▶ _What is being asked_: Every line holding the string "Jagiellońska" should be copied from the listing.

▶ _Data to process_:
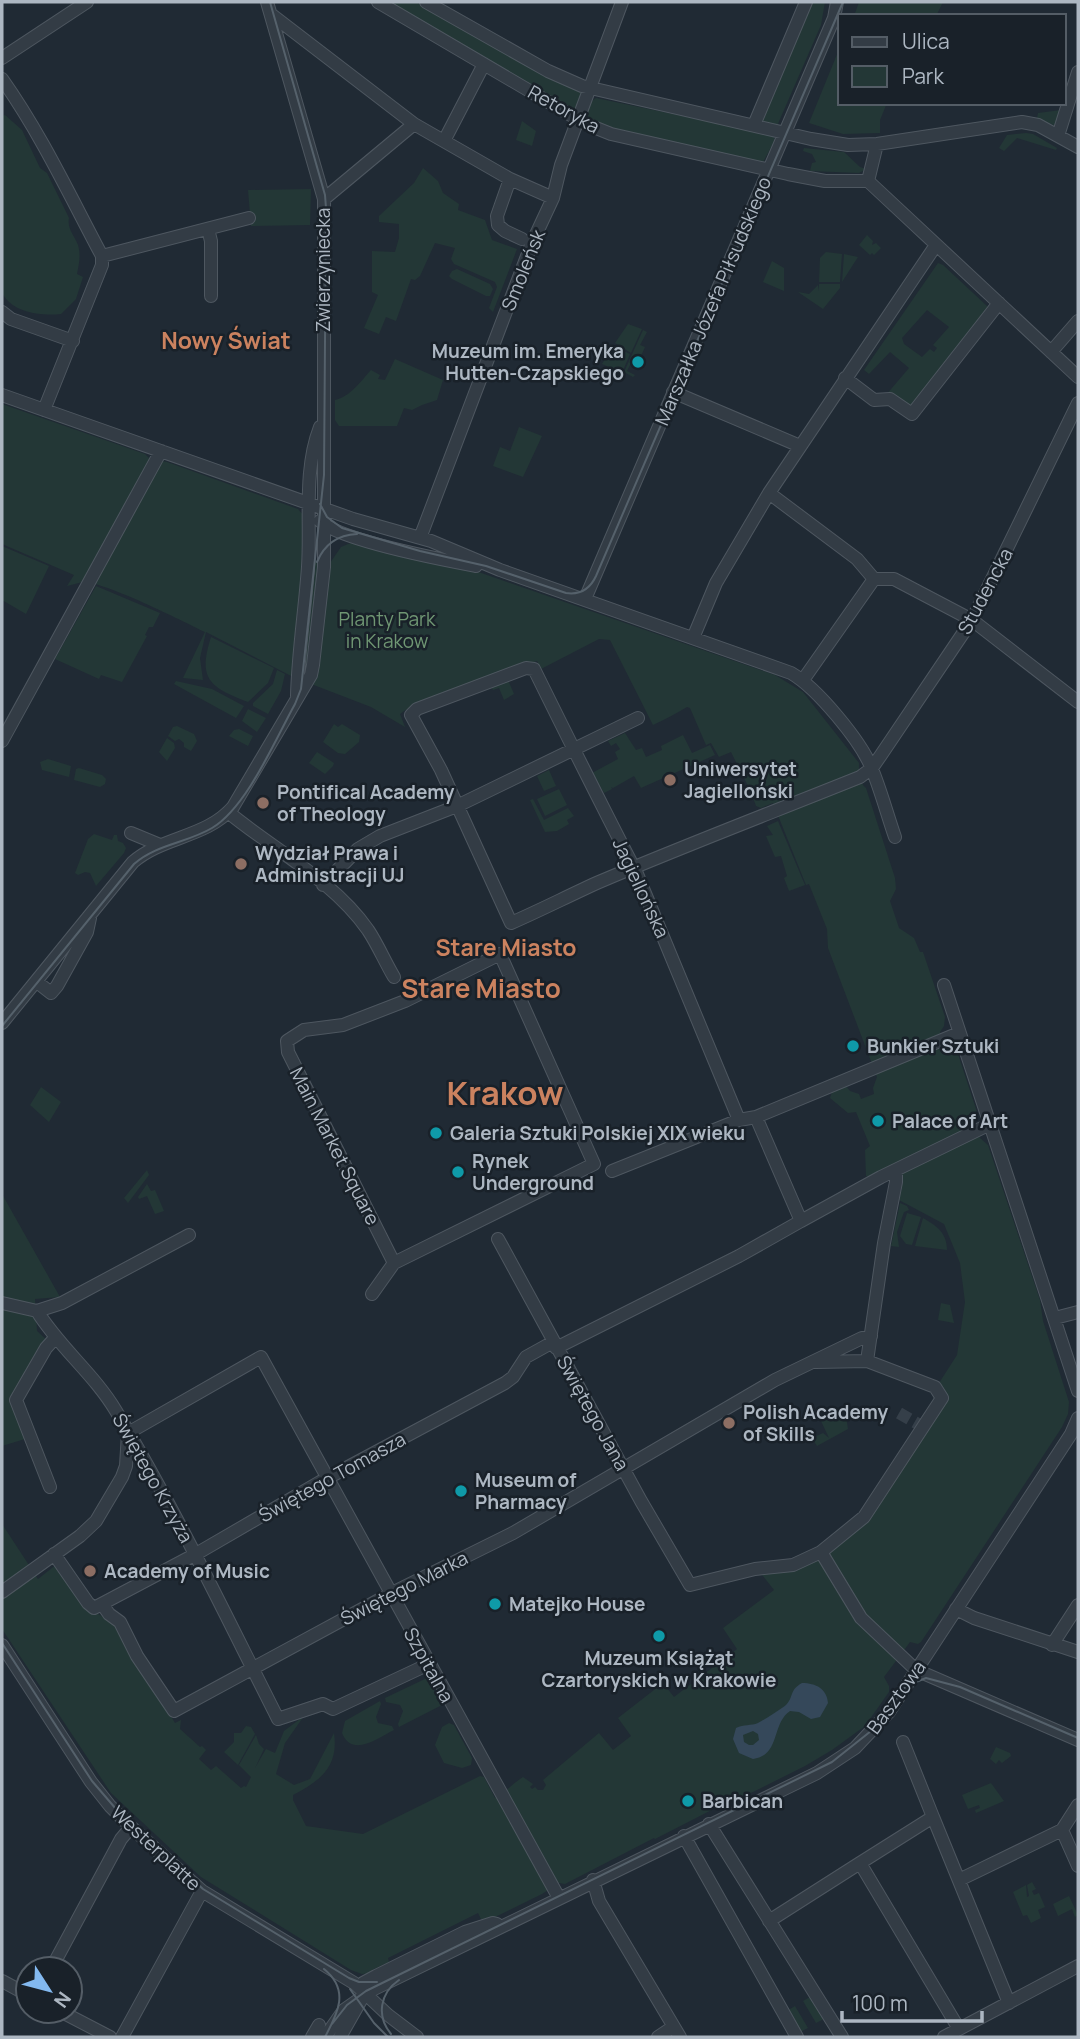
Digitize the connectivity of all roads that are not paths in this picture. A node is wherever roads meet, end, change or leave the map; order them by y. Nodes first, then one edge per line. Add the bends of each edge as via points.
1 (87, 2) edge
2 (267, 2) edge
3 (377, 2) edge
4 (426, 2) edge
5 (622, 2) edge
6 (806, 2) edge
7 (837, 2) edge
8 (272, 15) junction
9 (2, 58) edge
10 (484, 64) junction
11 (1078, 72) edge
12 (2, 79) edge
13 (589, 89) junction
14 (579, 119) junction
15 (414, 124) junction
16 (754, 125) junction
17 (785, 133) junction
18 (1058, 136) junction
19 (444, 141) junction
20 (877, 144) junction
21 (1078, 147) edge
22 (769, 170) junction
23 (510, 178) junction
24 (868, 181) junction
25 (552, 198) junction
26 (324, 199) junction
27 (249, 218) dead end
28 (208, 229) junction
29 (523, 239) dead end
30 (936, 245) junction
31 (102, 256) junction
32 (211, 296) dead end
33 (999, 303) junction
34 (2, 312) edge
35 (1078, 321) edge
36 (73, 341) junction
37 (1051, 352) junction
38 (1078, 377) edge
39 (845, 378) junction
40 (673, 392) junction
41 (2, 395) edge
42 (1078, 403) edge
43 (44, 410) junction
44 (323, 421) junction
45 (800, 446) junction
46 (161, 451) junction
47 (769, 493) junction
48 (309, 502) junction
49 (324, 507) junction
50 (324, 525) junction
51 (420, 538) junction
52 (500, 570) junction
53 (874, 579) junction
54 (585, 598) junction
55 (972, 620) junction
56 (693, 638) junction
57 (803, 680) junction
58 (297, 696) junction
59 (1078, 702) edge
60 (638, 718) dead end
61 (2, 741) edge
62 (574, 750) junction
63 (872, 768) junction
64 (457, 806) junction
65 (228, 812) junction
66 (131, 833) dead end
67 (895, 837) dead end
68 (157, 846) junction
69 (634, 868) junction
70 (323, 885) junction
71 (90, 920) junction
72 (394, 978) dead end
73 (37, 982) junction
74 (944, 985) dead end
75 (2, 1023) edge
76 (960, 1033) junction
77 (756, 1117) junction
78 (739, 1121) junction
79 (990, 1124) junction
80 (896, 1170) junction
81 (612, 1171) dead end
82 (801, 1221) junction
83 (189, 1234) dead end
84 (498, 1239) dead end
85 (394, 1263) junction
86 (372, 1294) dead end
87 (2, 1303) edge
88 (37, 1311) junction
89 (1078, 1312) edge
90 (1055, 1318) junction
91 (870, 1336) junction
92 (56, 1337) junction
93 (555, 1345) junction
94 (812, 1362) junction
95 (867, 1362) junction
96 (1078, 1391) edge
97 (1078, 1418) edge
98 (128, 1433) junction
99 (624, 1468) junction
100 (326, 1478) junction
101 (50, 1488) dead end
102 (821, 1552) junction
103 (54, 1554) junction
104 (195, 1554) junction
105 (2, 1591) edge
106 (390, 1594) junction
107 (102, 1604) junction
108 (1078, 1605) edge
109 (956, 1609) junction
110 (1052, 1644) junction
111 (2, 1645) edge
112 (1078, 1652) edge
113 (429, 1664) junction
114 (252, 1669) junction
115 (916, 1670) junction
116 (1078, 1740) edge
117 (902, 1742) dead end
118 (1078, 1805) edge
119 (933, 1817) junction
120 (709, 1824) junction
121 (131, 1827) junction
122 (1062, 1830) junction
123 (684, 1836) junction
124 (860, 1863) junction
125 (1078, 1866) edge
126 (593, 1880) junction
127 (959, 1880) junction
128 (202, 1891) junction
129 (559, 1898) junction
130 (769, 1922) junction
131 (59, 1955) edge
132 (1078, 1966) edge
133 (362, 1991) junction
134 (1009, 2003) junction
135 (84, 2023) edge
136 (959, 2029) junction
137 (322, 2031) edge
138 (677, 2032) edge
139 (110, 2037) edge
140 (122, 2037) edge
141 (312, 2037) edge
142 (340, 2037) edge
143 (416, 2037) edge
144 (658, 2037) edge
145 (797, 2037) edge
146 (842, 2037) edge
147 (944, 2037) edge

1 - 9 street
2 - 8 street, Zwierzyniecka
3 - 10 street, Retoryka
4 - 13 street, Retoryka
5 - 13 street, Smoleńsk
6 - 16 street
7 - 17 street, Marszałka Józefa Piłsudskiego
8 - 15 street
8 - 26 street, Zwierzyniecka
10 - 14 street, Retoryka
10 - 19 street
11 - 18 street
12 - 31 street via 54,163
13 - 14 street, Smoleńsk
13 - 16 street, Retoryka
14 - 22 street, Retoryka via 611,134
14 - 25 street, Smoleńsk
15 - 19 street
15 - 26 street
16 - 17 street, Retoryka
17 - 20 street, Retoryka via 848,145
17 - 22 street, Marszałka Józefa Piłsudskiego
18 - 20 street, Retoryka via 1022,122
18 - 21 street, Retoryka
19 - 23 street
20 - 24 street
22 - 24 street, Retoryka via 825,181
22 - 40 street, Marszałka Józefa Piłsudskiego
23 - 25 street
23 - 29 street via 498,225
24 - 30 street
25 - 51 street, Smoleńsk
26 - 44 street, Zwierzyniecka
27 - 28 street
28 - 31 street
28 - 32 street
30 - 33 street
30 - 39 street
31 - 36 street
33 - 37 street
33 - 39 street via 912,414 890,399 874,400
34 - 36 street
35 - 37 street
36 - 43 street
37 - 38 street
39 - 45 street
40 - 45 street
40 - 54 street, Marszałka Józefa Piłsudskiego
41 - 43 street
42 - 55 street, Studencka
43 - 46 street
44 - 48 street, Zwierzyniecka via 312,453
44 - 49 street, Zwierzyniecka
45 - 47 street
46 - 48 street
46 - 61 street
47 - 53 street via 857,559
47 - 56 street via 716,583
48 - 49 street
48 - 50 street
48 - 58 street, Zwierzyniecka via 309,564
49 - 50 street, Zwierzyniecka
49 - 51 street
50 - 52 street via 428,557
50 - 58 street, Zwierzyniecka via 313,665
51 - 52 street
52 - 54 street
53 - 55 street via 894,579
53 - 57 street
54 - 56 street
55 - 59 street
55 - 63 street, Studencka
56 - 57 street
57 - 63 street
58 - 65 street, Zwierzyniecka
60 - 62 street
62 - 64 street
62 - 64 street, Jagiellońska via 534,670 526,668 416,709 411,715
62 - 69 street, Jagiellońska
63 - 67 street
63 - 69 street via 860,777 705,834
64 - 69 street via 511,923
64 - 70 street via 380,836 358,849
65 - 68 street via 204,830
65 - 70 street
66 - 68 street
68 - 71 street via 130,865
69 - 78 street, Jagiellońska
70 - 72 street via 368,931
71 - 73 street
71 - 73 street via 57,986 51,993
73 - 75 street
74 - 76 street
76 - 77 street
76 - 79 street
77 - 78 street
77 - 82 street
78 - 81 street
79 - 80 street
79 - 90 street
80 - 82 street, Świętego Tomasza
80 - 91 street
82 - 93 street, Świętego Tomasza
83 - 88 street via 62,1303
84 - 93 street, Świętego Jana
85 - 85 street, Main Market Square via 594,1164 500,954 405,1001 343,1025 304,1030 287,1041 288,1052
85 - 86 street, Main Market Square
87 - 88 street
88 - 92 street, Świętego Krzyża
89 - 90 street
90 - 96 street
91 - 94 street, Świętego Marka
91 - 95 street
92 - 98 street, Świętego Krzyża via 97,1384
92 - 101 street via 16,1400
93 - 99 street, Świętego Jana
93 - 100 street, Świętego Tomasza via 532,1352 505,1383
94 - 95 street, Świętego Marka
94 - 99 street, Świętego Marka
95 - 102 street, Świętego Marka via 934,1387 942,1398 864,1517
97 - 109 street, Basztowa
98 - 100 street, Szpitalna via 261,1357
98 - 103 street via 126,1466 110,1499 92,1525
98 - 104 street, Świętego Krzyża
99 - 102 street, Świętego Jana via 690,1584 793,1565
99 - 106 street, Świętego Marka via 513,1533
100 - 104 street, Świętego Tomasza
100 - 106 street, Szpitalna
102 - 115 street via 861,1618
103 - 105 street
103 - 107 street, Świętego Marka via 88,1603 94,1608
104 - 107 street, Świętego Tomasza
104 - 114 street, Świętego Krzyża
106 - 113 street, Szpitalna
106 - 114 street, Świętego Marka
107 - 114 street, Świętego Marka via 120,1622 137,1657 174,1711
108 - 110 street
109 - 110 street
109 - 115 street, Basztowa
110 - 112 street
111 - 121 street, Westerplatte via 91,1782
113 - 114 street, Świętego Krzyża via 333,1709 323,1704 278,1719
113 - 129 street, Szpitalna
115 - 116 street
115 - 120 street, Basztowa via 880,1723 849,1753
117 - 119 street
118 - 122 street
119 - 124 street
119 - 127 street
120 - 123 street, Basztowa
120 - 130 street
121 - 128 street, Westerplatte
121 - 131 street
122 - 125 street
122 - 127 street
123 - 126 street, Basztowa
123 - 145 street
124 - 130 street
124 - 136 street
126 - 129 street, Basztowa
126 - 138 street via 599,1901
127 - 134 street
128 - 133 street, Westerplatte
128 - 140 street
129 - 133 street, Basztowa
130 - 146 street
132 - 134 street
133 - 137 street, Basztowa
133 - 142 street
133 - 143 street, Westerplatte
134 - 136 street
135 - 139 street
136 - 147 street
137 - 141 street, Basztowa
138 - 144 street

▶ _Solution_:
62 - 64 street, Jagiellońska via 534,670 526,668 416,709 411,715
62 - 69 street, Jagiellońska
69 - 78 street, Jagiellońska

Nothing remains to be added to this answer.